Task item
What you return should match the data exactly, from the first line to the last.

Data to use
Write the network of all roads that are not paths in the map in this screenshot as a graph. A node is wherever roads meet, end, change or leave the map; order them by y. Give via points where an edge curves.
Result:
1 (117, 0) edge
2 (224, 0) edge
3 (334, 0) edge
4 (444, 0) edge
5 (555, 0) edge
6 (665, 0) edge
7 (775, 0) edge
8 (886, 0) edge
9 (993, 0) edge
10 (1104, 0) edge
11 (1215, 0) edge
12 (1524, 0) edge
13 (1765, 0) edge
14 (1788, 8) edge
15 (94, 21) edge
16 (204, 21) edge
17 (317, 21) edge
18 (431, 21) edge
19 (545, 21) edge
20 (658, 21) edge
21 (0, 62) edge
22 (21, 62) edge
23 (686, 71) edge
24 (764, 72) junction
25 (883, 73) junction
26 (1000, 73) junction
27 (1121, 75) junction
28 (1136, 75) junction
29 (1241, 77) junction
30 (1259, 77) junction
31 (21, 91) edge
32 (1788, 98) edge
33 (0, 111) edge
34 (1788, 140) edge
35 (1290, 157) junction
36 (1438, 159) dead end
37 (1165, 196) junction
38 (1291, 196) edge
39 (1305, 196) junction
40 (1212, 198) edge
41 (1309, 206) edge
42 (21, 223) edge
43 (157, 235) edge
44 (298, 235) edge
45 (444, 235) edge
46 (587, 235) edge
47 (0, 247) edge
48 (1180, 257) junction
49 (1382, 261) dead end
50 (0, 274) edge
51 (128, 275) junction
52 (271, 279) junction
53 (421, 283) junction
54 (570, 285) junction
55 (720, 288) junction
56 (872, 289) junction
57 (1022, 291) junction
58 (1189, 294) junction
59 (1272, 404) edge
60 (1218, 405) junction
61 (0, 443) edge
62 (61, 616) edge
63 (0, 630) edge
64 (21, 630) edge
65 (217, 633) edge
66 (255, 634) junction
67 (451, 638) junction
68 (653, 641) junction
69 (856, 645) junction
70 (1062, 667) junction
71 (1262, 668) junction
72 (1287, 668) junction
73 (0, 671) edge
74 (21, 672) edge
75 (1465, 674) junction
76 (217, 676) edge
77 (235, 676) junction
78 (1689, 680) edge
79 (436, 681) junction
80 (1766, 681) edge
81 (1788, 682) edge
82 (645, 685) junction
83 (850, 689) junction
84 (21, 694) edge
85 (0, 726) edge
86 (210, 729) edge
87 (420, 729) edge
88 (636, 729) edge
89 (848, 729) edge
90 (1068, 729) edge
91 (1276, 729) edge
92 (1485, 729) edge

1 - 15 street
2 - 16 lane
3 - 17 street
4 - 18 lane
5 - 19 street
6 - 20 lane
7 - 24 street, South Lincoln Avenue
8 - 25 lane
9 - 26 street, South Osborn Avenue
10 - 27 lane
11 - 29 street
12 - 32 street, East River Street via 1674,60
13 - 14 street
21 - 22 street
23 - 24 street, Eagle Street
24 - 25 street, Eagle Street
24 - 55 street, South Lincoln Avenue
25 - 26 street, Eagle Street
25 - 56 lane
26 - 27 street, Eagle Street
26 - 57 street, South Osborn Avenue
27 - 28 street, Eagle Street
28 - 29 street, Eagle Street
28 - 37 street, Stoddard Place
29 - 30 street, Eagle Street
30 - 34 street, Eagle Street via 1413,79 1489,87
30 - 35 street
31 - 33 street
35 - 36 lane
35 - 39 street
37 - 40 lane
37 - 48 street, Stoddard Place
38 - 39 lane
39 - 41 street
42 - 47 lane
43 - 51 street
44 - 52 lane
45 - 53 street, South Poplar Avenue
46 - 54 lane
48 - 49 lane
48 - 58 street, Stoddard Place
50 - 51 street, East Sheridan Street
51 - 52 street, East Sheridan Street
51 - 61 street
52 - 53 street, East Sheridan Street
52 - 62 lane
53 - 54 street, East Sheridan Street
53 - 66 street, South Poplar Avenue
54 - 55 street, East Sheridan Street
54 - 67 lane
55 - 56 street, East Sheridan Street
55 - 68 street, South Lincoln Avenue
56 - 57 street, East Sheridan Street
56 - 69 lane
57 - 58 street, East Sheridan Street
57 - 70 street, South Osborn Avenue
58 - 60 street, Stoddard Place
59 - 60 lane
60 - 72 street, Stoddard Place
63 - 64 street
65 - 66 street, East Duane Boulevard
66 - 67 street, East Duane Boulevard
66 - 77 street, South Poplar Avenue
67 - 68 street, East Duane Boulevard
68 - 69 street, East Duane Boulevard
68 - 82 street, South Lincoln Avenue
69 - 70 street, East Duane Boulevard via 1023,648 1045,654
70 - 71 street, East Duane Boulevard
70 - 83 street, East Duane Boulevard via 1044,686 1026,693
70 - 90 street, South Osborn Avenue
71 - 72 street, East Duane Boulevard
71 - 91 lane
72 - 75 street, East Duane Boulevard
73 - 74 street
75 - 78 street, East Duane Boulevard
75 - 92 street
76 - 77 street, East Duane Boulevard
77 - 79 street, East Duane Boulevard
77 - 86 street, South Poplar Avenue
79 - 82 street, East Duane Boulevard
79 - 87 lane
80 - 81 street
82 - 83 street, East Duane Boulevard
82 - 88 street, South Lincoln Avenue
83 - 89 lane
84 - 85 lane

Your response
Write the network of all roads that are not paths in the map in this screenshot as a graph. A node is wherever roads meet, end, change or leave the map; order them by y. Give via points where an edge curves.
Result:
1 (117, 0) edge
2 (224, 0) edge
3 (334, 0) edge
4 (444, 0) edge
5 (555, 0) edge
6 (665, 0) edge
7 (775, 0) edge
8 (886, 0) edge
9 (993, 0) edge
10 (1104, 0) edge
11 (1215, 0) edge
12 (1524, 0) edge
13 (1765, 0) edge
14 (1788, 8) edge
15 (94, 21) edge
16 (204, 21) edge
17 (317, 21) edge
18 (431, 21) edge
19 (545, 21) edge
20 (658, 21) edge
21 (0, 62) edge
22 (21, 62) edge
23 (686, 71) edge
24 (764, 72) junction
25 (883, 73) junction
26 (1000, 73) junction
27 (1121, 75) junction
28 (1136, 75) junction
29 (1241, 77) junction
30 (1259, 77) junction
31 (21, 91) edge
32 (1788, 98) edge
33 (0, 111) edge
34 (1788, 140) edge
35 (1290, 157) junction
36 (1438, 159) dead end
37 (1165, 196) junction
38 (1291, 196) edge
39 (1305, 196) junction
40 (1212, 198) edge
41 (1309, 206) edge
42 (21, 223) edge
43 (157, 235) edge
44 (298, 235) edge
45 (444, 235) edge
46 (587, 235) edge
47 (0, 247) edge
48 (1180, 257) junction
49 (1382, 261) dead end
50 (0, 274) edge
51 (128, 275) junction
52 (271, 279) junction
53 (421, 283) junction
54 (570, 285) junction
55 (720, 288) junction
56 (872, 289) junction
57 (1022, 291) junction
58 (1189, 294) junction
59 (1272, 404) edge
60 (1218, 405) junction
61 (0, 443) edge
62 (61, 616) edge
63 (0, 630) edge
64 (21, 630) edge
65 (217, 633) edge
66 (255, 634) junction
67 (451, 638) junction
68 (653, 641) junction
69 (856, 645) junction
70 (1062, 667) junction
71 (1262, 668) junction
72 (1287, 668) junction
73 (0, 671) edge
74 (21, 672) edge
75 (1465, 674) junction
76 (217, 676) edge
77 (235, 676) junction
78 (1689, 680) edge
79 (436, 681) junction
80 (1766, 681) edge
81 (1788, 682) edge
82 (645, 685) junction
83 (850, 689) junction
84 (21, 694) edge
85 (0, 726) edge
86 (210, 729) edge
87 (420, 729) edge
88 (636, 729) edge
89 (848, 729) edge
90 (1068, 729) edge
91 (1276, 729) edge
92 (1485, 729) edge

1 - 15 street
2 - 16 lane
3 - 17 street
4 - 18 lane
5 - 19 street
6 - 20 lane
7 - 24 street, South Lincoln Avenue
8 - 25 lane
9 - 26 street, South Osborn Avenue
10 - 27 lane
11 - 29 street
12 - 32 street, East River Street via 1674,60
13 - 14 street
21 - 22 street
23 - 24 street, Eagle Street
24 - 25 street, Eagle Street
24 - 55 street, South Lincoln Avenue
25 - 26 street, Eagle Street
25 - 56 lane
26 - 27 street, Eagle Street
26 - 57 street, South Osborn Avenue
27 - 28 street, Eagle Street
28 - 29 street, Eagle Street
28 - 37 street, Stoddard Place
29 - 30 street, Eagle Street
30 - 34 street, Eagle Street via 1413,79 1489,87
30 - 35 street
31 - 33 street
35 - 36 lane
35 - 39 street
37 - 40 lane
37 - 48 street, Stoddard Place
38 - 39 lane
39 - 41 street
42 - 47 lane
43 - 51 street
44 - 52 lane
45 - 53 street, South Poplar Avenue
46 - 54 lane
48 - 49 lane
48 - 58 street, Stoddard Place
50 - 51 street, East Sheridan Street
51 - 52 street, East Sheridan Street
51 - 61 street
52 - 53 street, East Sheridan Street
52 - 62 lane
53 - 54 street, East Sheridan Street
53 - 66 street, South Poplar Avenue
54 - 55 street, East Sheridan Street
54 - 67 lane
55 - 56 street, East Sheridan Street
55 - 68 street, South Lincoln Avenue
56 - 57 street, East Sheridan Street
56 - 69 lane
57 - 58 street, East Sheridan Street
57 - 70 street, South Osborn Avenue
58 - 60 street, Stoddard Place
59 - 60 lane
60 - 72 street, Stoddard Place
63 - 64 street
65 - 66 street, East Duane Boulevard
66 - 67 street, East Duane Boulevard
66 - 77 street, South Poplar Avenue
67 - 68 street, East Duane Boulevard
68 - 69 street, East Duane Boulevard
68 - 82 street, South Lincoln Avenue
69 - 70 street, East Duane Boulevard via 1023,648 1045,654
70 - 71 street, East Duane Boulevard
70 - 83 street, East Duane Boulevard via 1044,686 1026,693
70 - 90 street, South Osborn Avenue
71 - 72 street, East Duane Boulevard
71 - 91 lane
72 - 75 street, East Duane Boulevard
73 - 74 street
75 - 78 street, East Duane Boulevard
75 - 92 street
76 - 77 street, East Duane Boulevard
77 - 79 street, East Duane Boulevard
77 - 86 street, South Poplar Avenue
79 - 82 street, East Duane Boulevard
79 - 87 lane
80 - 81 street
82 - 83 street, East Duane Boulevard
82 - 88 street, South Lincoln Avenue
83 - 89 lane
84 - 85 lane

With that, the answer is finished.